> Exercise goal: Print every entry exactly as it appears, but skip the pictures.

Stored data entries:
====

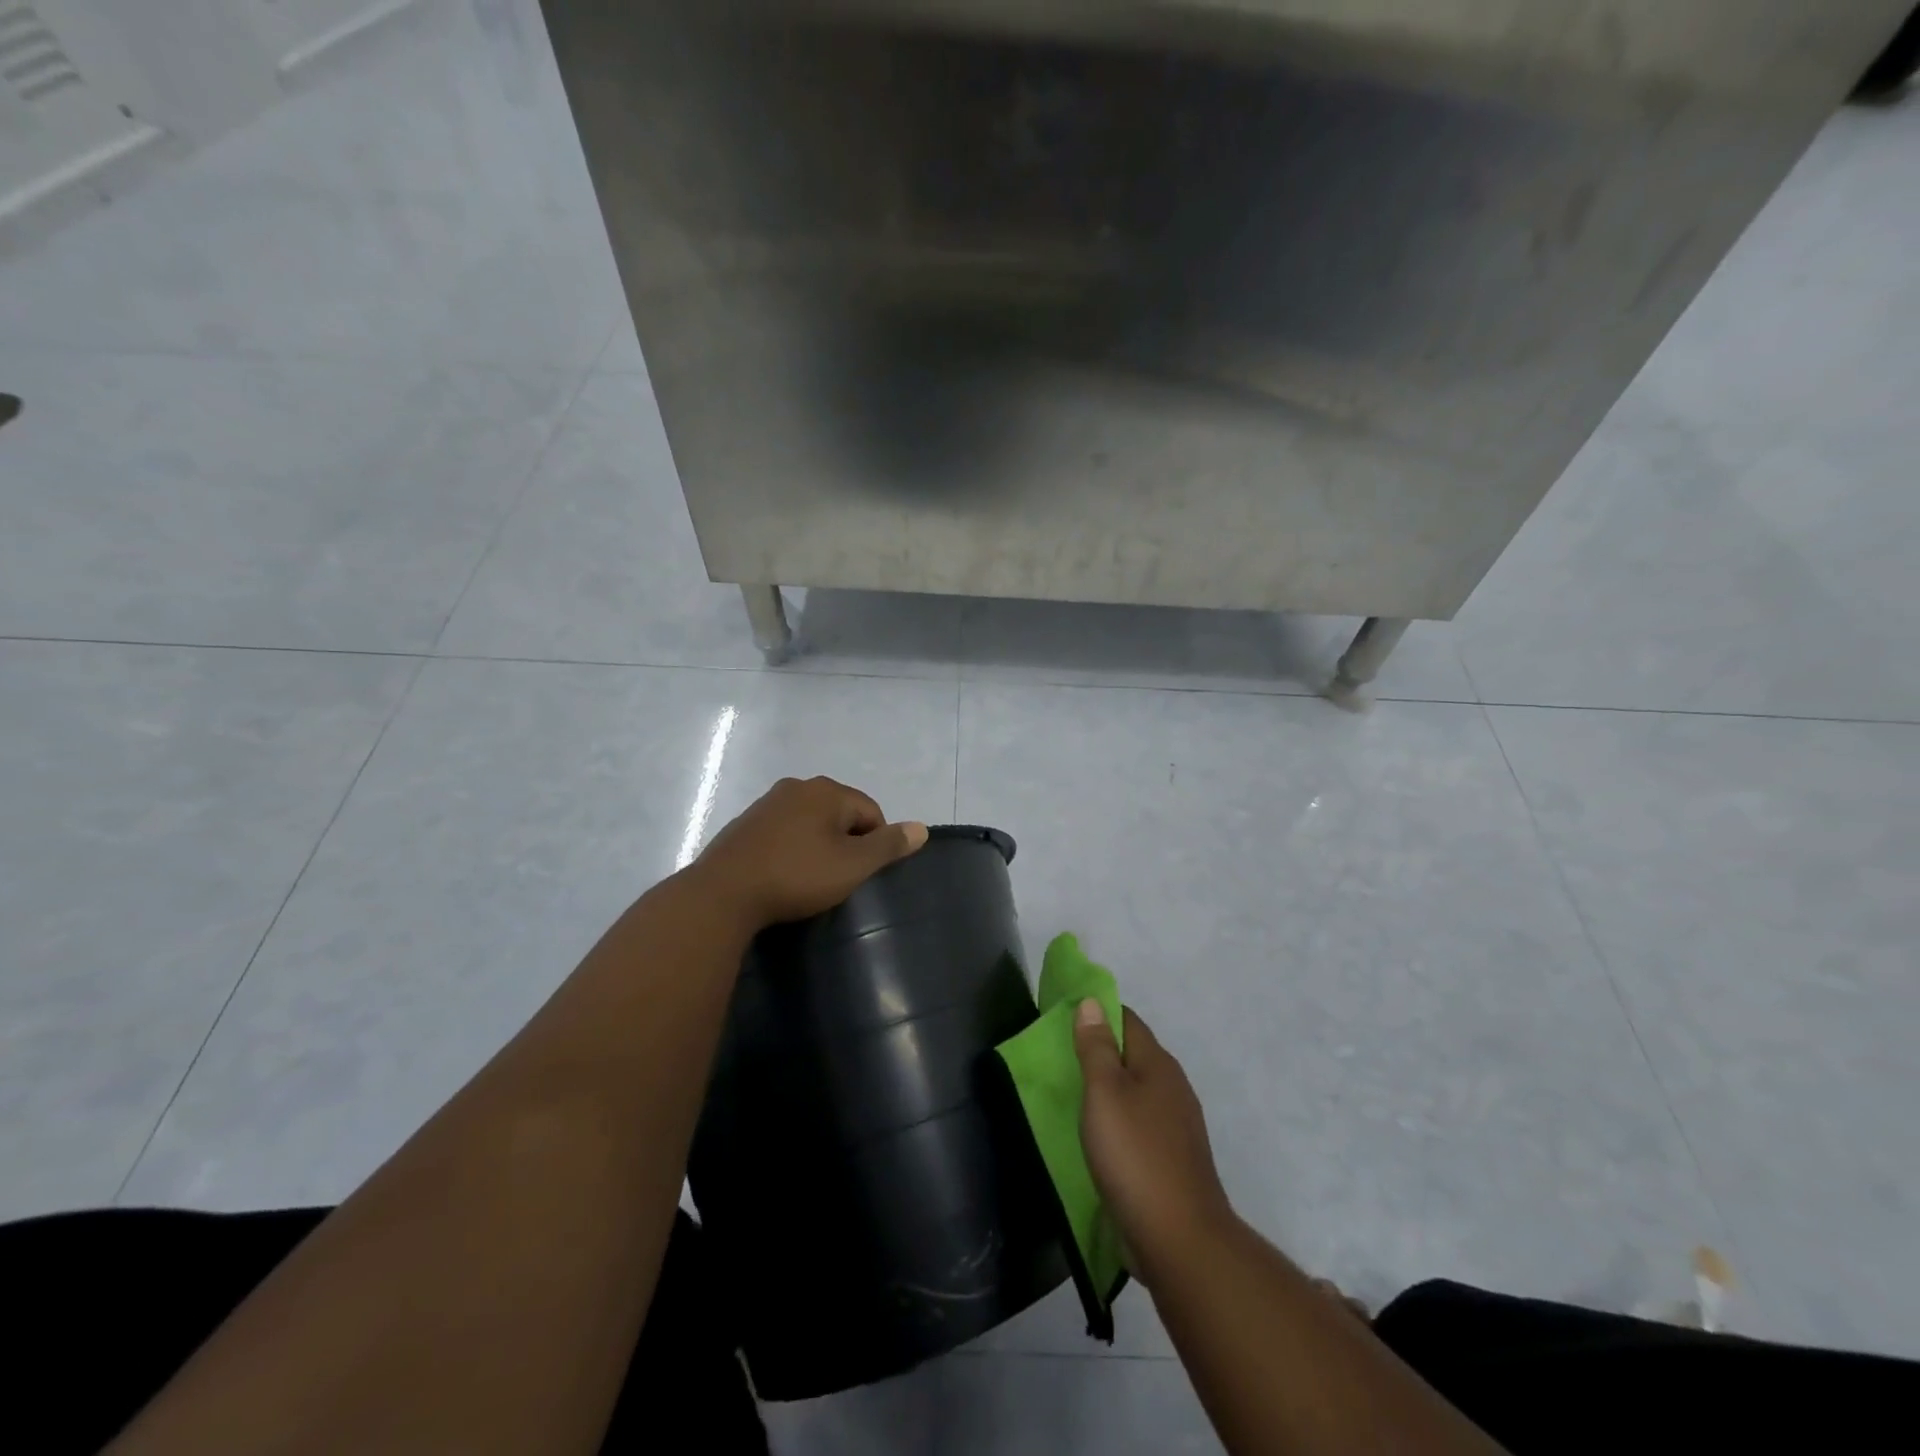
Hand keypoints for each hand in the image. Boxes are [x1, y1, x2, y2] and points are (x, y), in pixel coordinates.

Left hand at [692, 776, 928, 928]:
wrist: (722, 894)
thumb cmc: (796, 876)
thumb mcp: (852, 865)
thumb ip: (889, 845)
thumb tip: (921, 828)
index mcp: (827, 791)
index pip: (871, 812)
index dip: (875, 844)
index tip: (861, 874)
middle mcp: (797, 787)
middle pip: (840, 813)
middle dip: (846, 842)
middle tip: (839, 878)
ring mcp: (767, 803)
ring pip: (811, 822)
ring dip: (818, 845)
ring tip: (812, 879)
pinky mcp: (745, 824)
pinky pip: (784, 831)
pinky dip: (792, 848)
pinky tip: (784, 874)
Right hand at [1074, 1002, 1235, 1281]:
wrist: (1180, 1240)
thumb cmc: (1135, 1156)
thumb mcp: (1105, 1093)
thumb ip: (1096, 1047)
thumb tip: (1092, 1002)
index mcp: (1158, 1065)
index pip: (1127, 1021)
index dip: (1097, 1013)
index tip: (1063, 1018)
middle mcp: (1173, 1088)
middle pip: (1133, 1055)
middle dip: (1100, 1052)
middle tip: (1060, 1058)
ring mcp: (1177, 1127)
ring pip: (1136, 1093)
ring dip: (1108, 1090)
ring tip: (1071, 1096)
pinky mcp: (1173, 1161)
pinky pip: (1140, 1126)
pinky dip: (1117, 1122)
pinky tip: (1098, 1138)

====

> Answer to the exercise:
Hand keypoints for each hand in the image. Boxes are [x1, y1, x2, y2] and points are (x, y), in pixel coordinates.

Left hand at [692, 776, 928, 928]:
wrist: (722, 894)
thumb cmc: (796, 876)
thumb mcp: (852, 865)
thumb ip: (889, 845)
thumb tip: (921, 828)
index mcp: (827, 791)
index pip: (871, 812)
index dip: (875, 844)
index tip: (861, 874)
middle mcp: (797, 787)
middle pip: (840, 813)
middle dip: (846, 842)
middle tip: (839, 878)
ring mcp: (767, 803)
ring pip: (811, 822)
ring dip: (818, 845)
ring tip: (812, 879)
pinky mcp: (745, 824)
pinky pip: (784, 831)
pinky dip: (792, 848)
pinky tip: (784, 874)
Right hand at [1074, 1002, 1235, 1281]:
wrist: (1180, 1240)
thumb cmc: (1135, 1156)
thumb mcp: (1105, 1093)
thumb ip: (1096, 1047)
thumb tip: (1092, 1002)
index mcp: (1158, 1065)
index pip: (1127, 1021)
index dip: (1097, 1013)
index tip: (1063, 1018)
middle mcp: (1173, 1088)
middle pip: (1133, 1055)
middle dip: (1100, 1052)
middle tip: (1060, 1058)
ring mcp: (1177, 1127)
ring pip: (1136, 1093)
ring dip: (1108, 1090)
ring tip: (1071, 1096)
pinky mcp: (1173, 1161)
pinky pip: (1140, 1126)
pinky dip: (1117, 1122)
pinky tip: (1098, 1138)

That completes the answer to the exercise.